Meta (Facebook/Instagram/Threads)

Free academic access to Meta data is mediated by the Meta Content Library and API in collaboration with the Inter-university Consortium for Political and Social Research (ICPSR) at the University of Michigan. Access to the Meta Content Library is by application only for qualified researchers. Depending on the data required, you can run analysis in their secure virtual environment or download data for local analysis. 

Attempts to use automated methods to scrape these sites are explicitly prohibited by the Terms of Service. Manually assembling a smaller corpus of publicly-available data for analysis is permissible (gathering data from private and/or personal accounts/groups is not permitted). 

YouTube

The YouTube Data API is available for free, rate-limited at 10,000 requests per day. The YouTube data API can be used to extract data from YouTube channels such at video metadata, captions, comments, live stream engagement, and more. 

YouTube's Terms of Service prohibit the use of automated screen scrapers to extract data. 

TikTok

Public access to TikTok's API is limited in the United States. Non-profit, academic researchers can be granted access by application. This process is primarily for faculty researchers, however PhD students may apply with a letter of endorsement from a professor.

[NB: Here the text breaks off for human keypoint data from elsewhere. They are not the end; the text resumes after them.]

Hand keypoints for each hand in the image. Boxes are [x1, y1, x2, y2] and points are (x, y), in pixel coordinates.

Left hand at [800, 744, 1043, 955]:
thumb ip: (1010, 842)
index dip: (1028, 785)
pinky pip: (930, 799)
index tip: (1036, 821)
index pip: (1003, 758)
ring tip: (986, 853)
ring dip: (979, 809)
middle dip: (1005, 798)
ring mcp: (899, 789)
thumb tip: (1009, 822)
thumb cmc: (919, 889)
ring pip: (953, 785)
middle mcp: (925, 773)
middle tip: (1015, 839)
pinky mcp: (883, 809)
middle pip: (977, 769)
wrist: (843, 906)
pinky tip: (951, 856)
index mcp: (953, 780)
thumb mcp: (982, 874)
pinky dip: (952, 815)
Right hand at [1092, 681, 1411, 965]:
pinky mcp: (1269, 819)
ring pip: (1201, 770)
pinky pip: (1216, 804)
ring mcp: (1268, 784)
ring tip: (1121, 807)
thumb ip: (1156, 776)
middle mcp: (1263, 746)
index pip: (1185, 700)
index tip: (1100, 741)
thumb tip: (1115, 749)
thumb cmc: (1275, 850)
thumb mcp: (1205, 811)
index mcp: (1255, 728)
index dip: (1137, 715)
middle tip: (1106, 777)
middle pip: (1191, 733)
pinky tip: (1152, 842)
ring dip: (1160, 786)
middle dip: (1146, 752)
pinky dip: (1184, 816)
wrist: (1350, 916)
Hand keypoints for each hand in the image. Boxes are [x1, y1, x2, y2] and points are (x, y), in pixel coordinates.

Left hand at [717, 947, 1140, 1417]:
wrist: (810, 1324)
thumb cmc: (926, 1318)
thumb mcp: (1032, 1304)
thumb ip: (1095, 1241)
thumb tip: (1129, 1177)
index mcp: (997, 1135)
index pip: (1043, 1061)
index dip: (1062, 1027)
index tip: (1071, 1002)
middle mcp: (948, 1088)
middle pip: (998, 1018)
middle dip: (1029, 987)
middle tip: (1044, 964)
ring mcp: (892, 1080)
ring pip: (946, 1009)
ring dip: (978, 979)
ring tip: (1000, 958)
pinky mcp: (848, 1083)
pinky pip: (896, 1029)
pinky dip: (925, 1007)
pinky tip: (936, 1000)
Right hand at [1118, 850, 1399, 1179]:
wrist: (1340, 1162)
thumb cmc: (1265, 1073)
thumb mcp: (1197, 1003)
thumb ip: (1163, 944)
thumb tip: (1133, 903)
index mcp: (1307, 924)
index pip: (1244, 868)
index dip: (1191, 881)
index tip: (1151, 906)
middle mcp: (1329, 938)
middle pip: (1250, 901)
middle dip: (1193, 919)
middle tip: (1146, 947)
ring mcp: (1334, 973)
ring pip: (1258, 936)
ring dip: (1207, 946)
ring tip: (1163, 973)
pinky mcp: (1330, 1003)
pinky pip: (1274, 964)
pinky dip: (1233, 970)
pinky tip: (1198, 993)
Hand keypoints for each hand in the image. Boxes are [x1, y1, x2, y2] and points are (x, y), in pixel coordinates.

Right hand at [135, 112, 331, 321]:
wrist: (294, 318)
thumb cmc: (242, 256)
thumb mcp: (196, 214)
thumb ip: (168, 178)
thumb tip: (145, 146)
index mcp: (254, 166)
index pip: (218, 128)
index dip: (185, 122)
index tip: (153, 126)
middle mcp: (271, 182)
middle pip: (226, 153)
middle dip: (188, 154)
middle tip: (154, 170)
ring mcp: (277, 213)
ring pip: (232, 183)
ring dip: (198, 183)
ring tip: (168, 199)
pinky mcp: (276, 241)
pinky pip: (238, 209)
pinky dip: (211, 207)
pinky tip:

TikTok's Terms of Service prohibit the use of automated screen scrapers to collect data. Researchers may manually collect a smaller corpus of publicly-available materials for analysis. 

Reddit

The Reddit Data API allows researchers to download the 2000 most recent posts from a subreddit. Queries can be built with PRAW, an easy-to-use Python wrapper. 

Reddit's Terms of Service bans most uses of automated screen scrapers to collect data. You can submit a request to Reddit explaining your research and request additional access to the site. 

The r/redditdev and r/reddit4researchers communities are good resources for understanding the current research landscape with Reddit data.

Tumblr

Registered users of the Tumblr API can utilize the API to download posts, tags, and other useful data from Tumblr. The Python API wrapper pytumblr can be used to simplify this process. 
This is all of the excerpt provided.